* **Task description**: The output must contain exactly the lines from the top of the listing below through the line containing "Turn the roads", and no pictures.
* * * * * * * * *
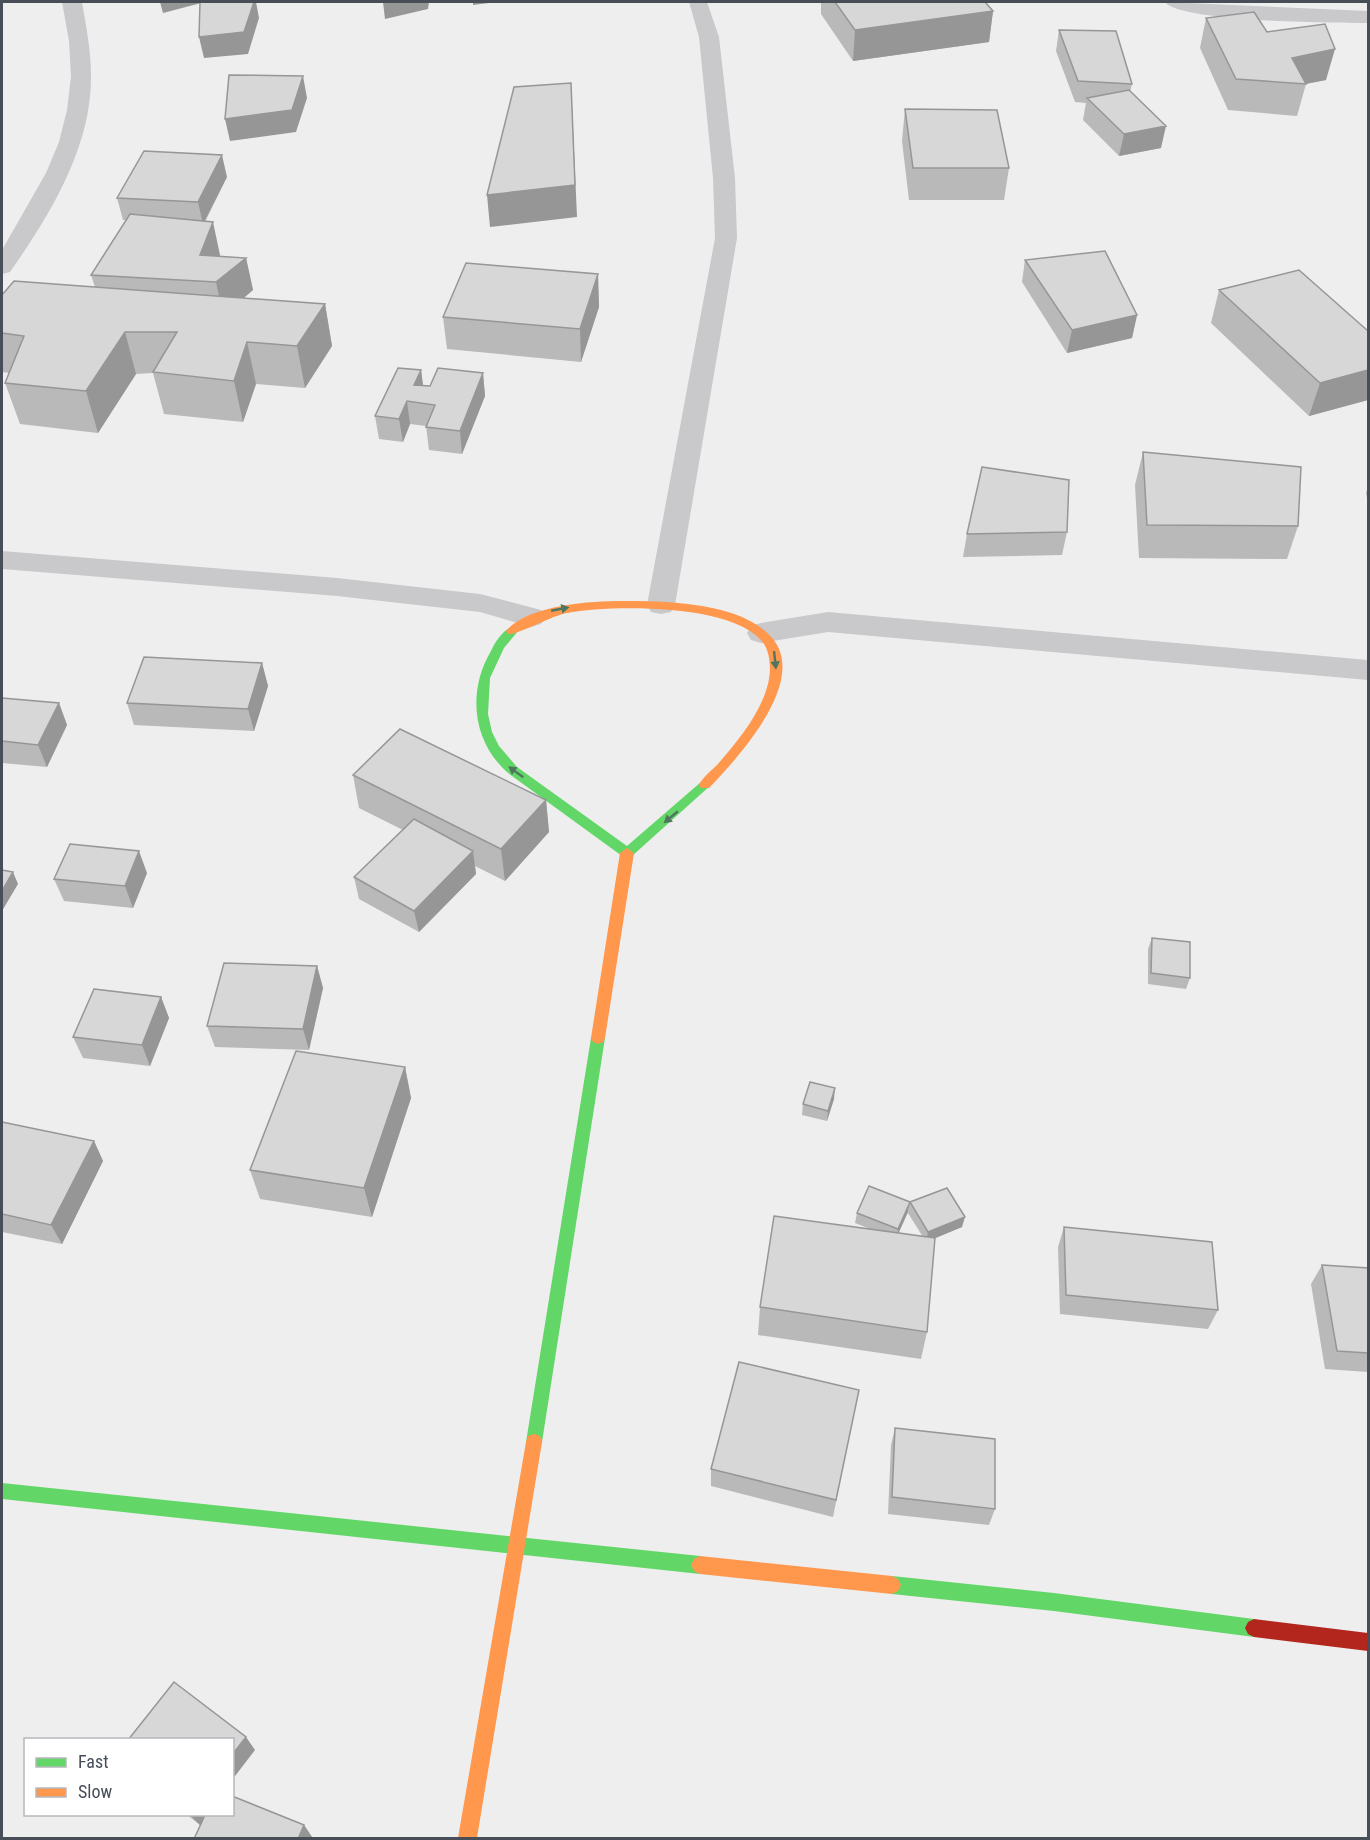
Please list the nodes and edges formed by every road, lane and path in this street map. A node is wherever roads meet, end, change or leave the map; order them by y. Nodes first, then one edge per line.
1 (72, 2) edge
2 (698, 2) edge
3 (1175, 2) edge
4 (1368, 18) edge
5 (2, 267) edge
6 (2, 560) edge
7 (661, 605) junction
8 (531, 617) junction
9 (761, 633) junction
10 (1368, 670) edge
11 (627, 853) junction
12 (2, 1491) edge
13 (518, 1544) junction
14 (1368, 1642) edge
15 (467, 1839) edge

1 - 5 street
2 - 7 street
3 - 4 street
6 - 8 street
8 -> 7 street
7 - 9 street
11 -> 8 street
9 - 10 street
9 -> 11 street
11 - 13 street
12 - 13 street
13 - 14 street
13 - 15 street

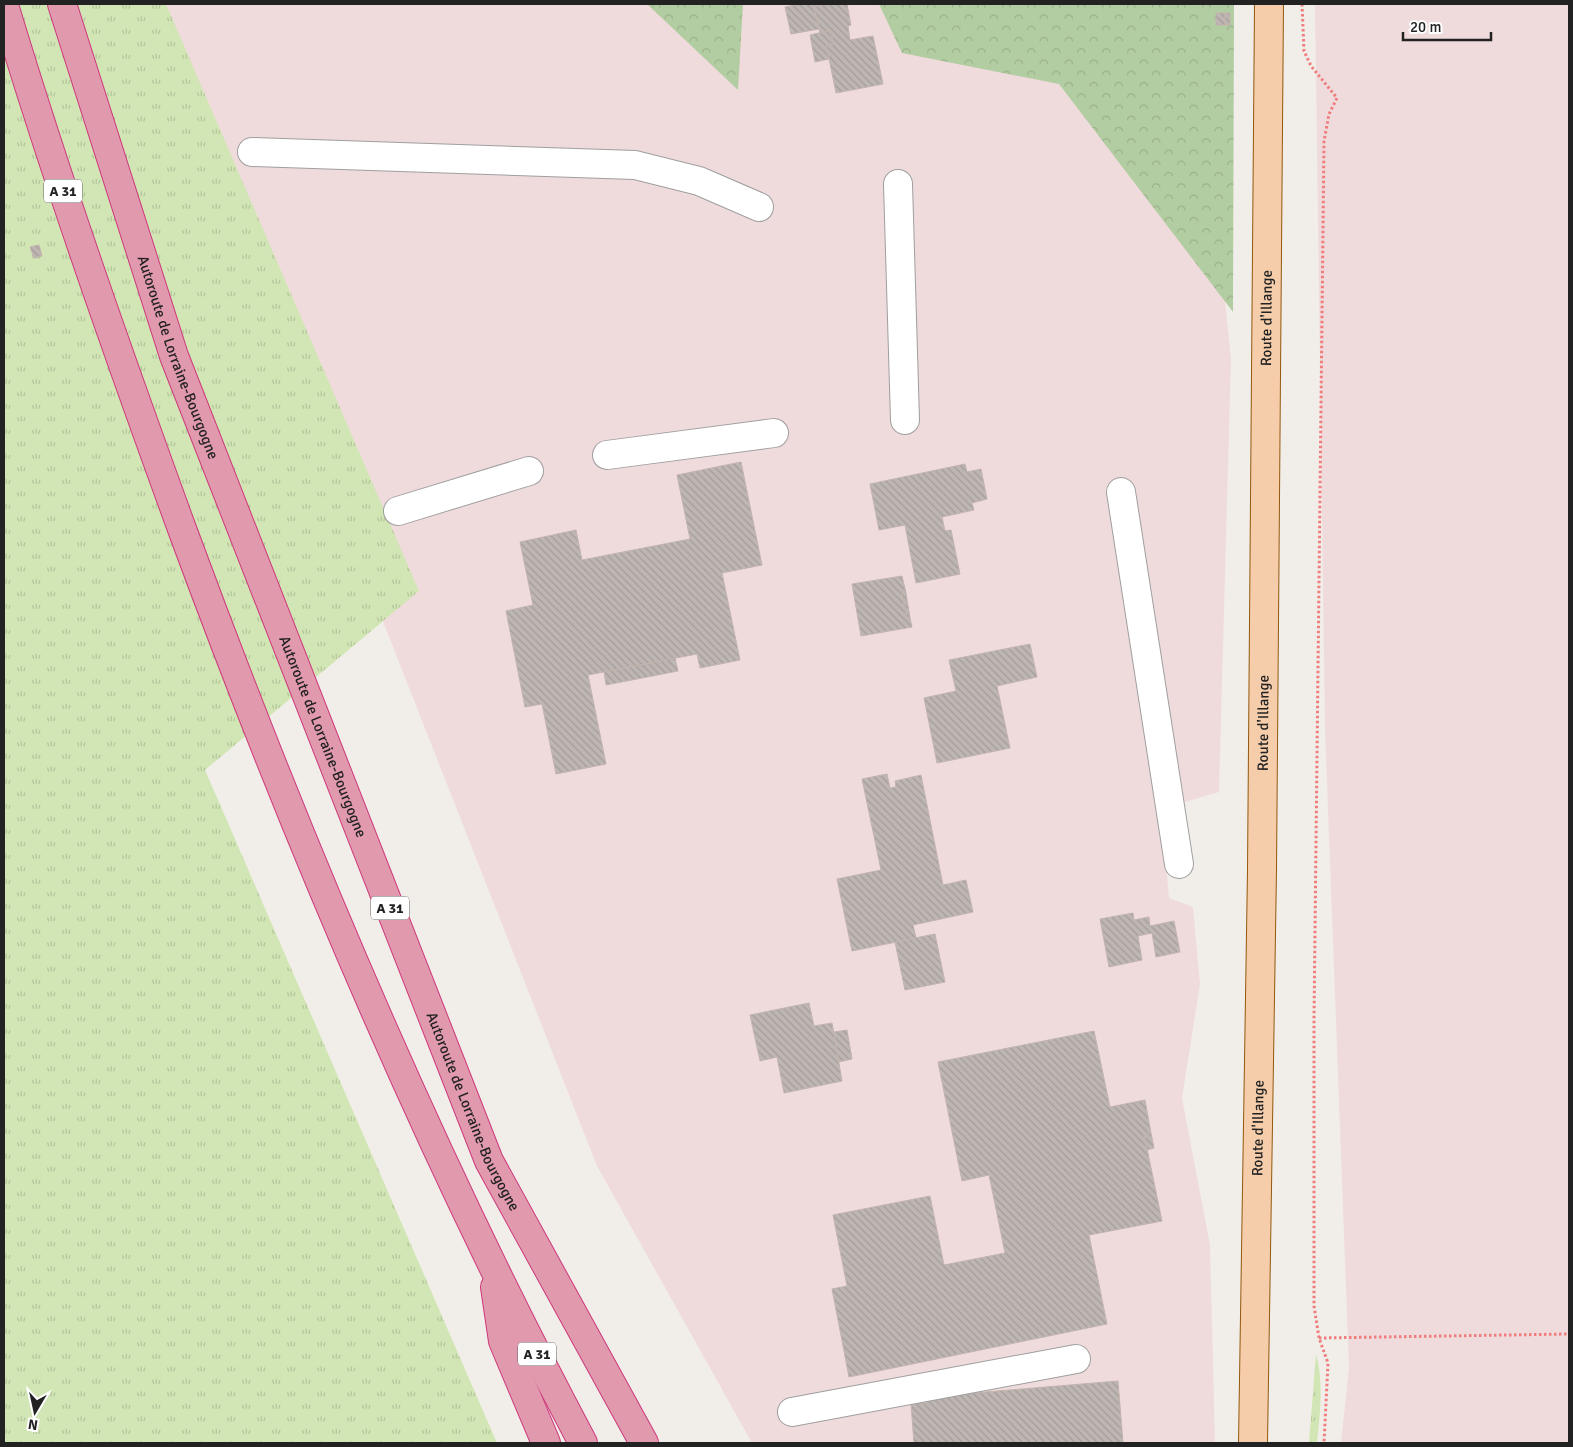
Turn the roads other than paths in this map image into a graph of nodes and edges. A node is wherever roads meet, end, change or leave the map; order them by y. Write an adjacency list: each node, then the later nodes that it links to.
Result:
1 (62, 4): 19 (highway, Autoroute de Lorraine-Bourgogne / A 31)
2 (1270, 4): 20 (main road, Route d'Illange)
3 (4, 5): 14 (highway, A 31)
4 (252, 152): 6 (lane)
5 (898, 184): 7 (lane)
6 (759, 206)
7 (905, 420)
8 (774, 433): 9 (lane)
9 (607, 455)
10 (529, 471): 12 (lane)
11 (1121, 492): 13 (lane)
12 (398, 511)
13 (1179, 864)
14 (492, 1263): 17 (highway); 18 (highway, A 31)
15 (1076, 1359): 16 (lane)
16 (792, 1412)
17 (546, 1443)
18 (583, 1443)
19 (644, 1443)
20 (1253, 1443)

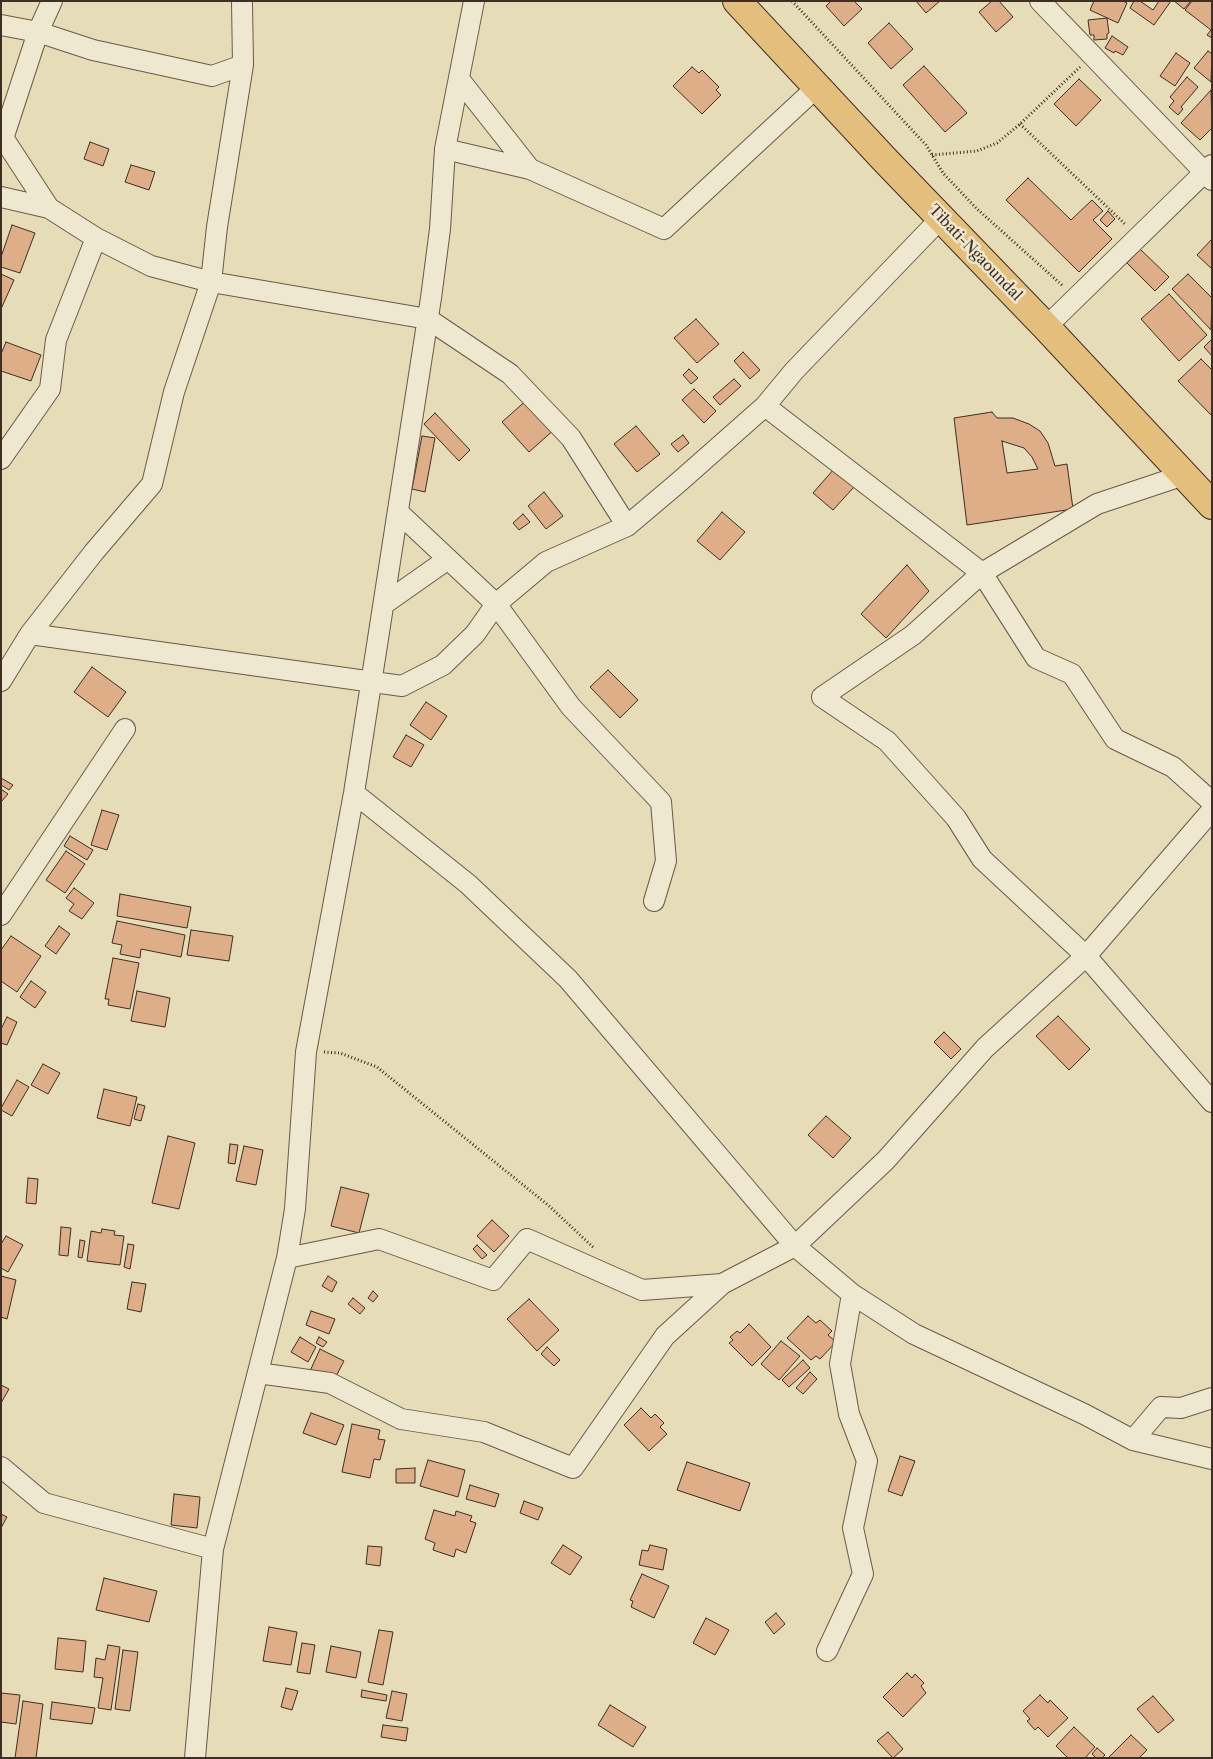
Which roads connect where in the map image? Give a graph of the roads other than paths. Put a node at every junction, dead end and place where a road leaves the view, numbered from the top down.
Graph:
1 (52, 1) edge
2 (242, 1) edge
3 (474, 1) edge
4 (737, 1) edge
5 (1040, 1) edge
6 (1, 24) edge
7 (38, 32) junction
8 (243, 65) junction
9 (459, 79) junction
10 (817, 86) junction
11 (3, 142) edge
12 (444, 149) junction
13 (530, 169) junction
14 (1209, 173) edge
15 (1, 197) edge
16 (49, 208) junction
17 (941, 218) junction
18 (96, 238) junction
19 (212, 282) junction
20 (428, 319) junction
21 (1046, 327) junction
22 (765, 406) junction
23 (1, 459) edge
24 (1184, 475) junction
25 (1212, 505) edge
26 (398, 512) junction
27 (627, 526) junction
28 (448, 559) junction
29 (982, 573) junction
30 (384, 604) junction
31 (496, 604) junction
32 (30, 634) junction
33 (1, 681) edge
34 (372, 681) junction
35 (125, 729) dead end
36 (354, 793) junction
37 (1212, 802) edge
38 (1212, 810) edge
39 (654, 901) dead end
40 (1, 915) edge
41 (1086, 956) junction
42 (1212, 1102) edge
43 (795, 1246) junction
44 (288, 1258) junction
45 (722, 1284) junction
46 (852, 1294) junction
47 (258, 1373) junction
48 (1212, 1398) edge
49 (1132, 1440) junction
50 (1212, 1459) edge
51 (1, 1468) edge
52 (213, 1550) junction
53 (827, 1651) dead end
54 (196, 1758) edge

1 - 7 street
2 - 8 street
3 - 9 street
4 - 10 highway, Tibati-Ngaoundal
5 - 14 street
6 - 7 street
7 - 8 street
7 - 11 street
8 - 19 street
9 - 12 street
9 - 13 street
10 - 13 street
10 - 17 highway, Tibati-Ngaoundal
11 - 16 street
12 - 13 street
12 - 20 street
14 - 21 street
15 - 16 street
16 - 18 street
17 - 21 highway, Tibati-Ngaoundal
17 - 22 street
18 - 19 street
18 - 23 street
19 - 20 street
19 - 32 street
20 - 26 street
20 - 27 street
21 - 24 highway, Tibati-Ngaoundal
22 - 27 street
22 - 29 street
24 - 25 highway, Tibati-Ngaoundal
24 - 29 street
26 - 28 street
26 - 30 street
27 - 31 street
28 - 30 street
28 - 31 street
29 - 37 street
29 - 41 street
30 - 34 street
31 - 34 street
31 - 39 street
32 - 33 street
32 - 34 street
34 - 36 street
35 - 40 street
36 - 43 street
36 - 44 street
38 - 41 street
41 - 42 street
41 - 43 street
43 - 45 street
43 - 46 street
44 - 45 street
44 - 47 street
45 - 47 street
46 - 49 street
46 - 53 street
47 - 52 street
48 - 49 street
49 - 50 street
51 - 52 street
52 - 54 street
* * * * * * * * *
* **Output of the exercise**:
Please list the nodes and edges formed by every road, lane and path in this street map. A node is wherever roads meet, end, change or leave the map; order them by y. Nodes first, then one edge per line.
1 (72, 2) edge
2 (698, 2) edge
3 (1175, 2) edge
4 (1368, 18) edge
5 (2, 267) edge
6 (2, 560) edge
7 (661, 605) junction
8 (531, 617) junction
9 (761, 633) junction
10 (1368, 670) edge
11 (627, 853) junction
12 (2, 1491) edge
13 (518, 1544) junction
14 (1368, 1642) edge
15 (467, 1839) edge

1 - 5 street
2 - 7 street
3 - 4 street
6 - 8 street
8 -> 7 street
7 - 9 street
11 -> 8 street
9 - 10 street
9 -> 11 street
11 - 13 street
12 - 13 street
13 - 14 street
13 - 15 street

Turn the roads other than paths in this map image into a graph of nodes and edges. A node is wherever roads meet, end, change or leave the map; order them by y. Write an adjacency list: each node, then the later nodes that it links to.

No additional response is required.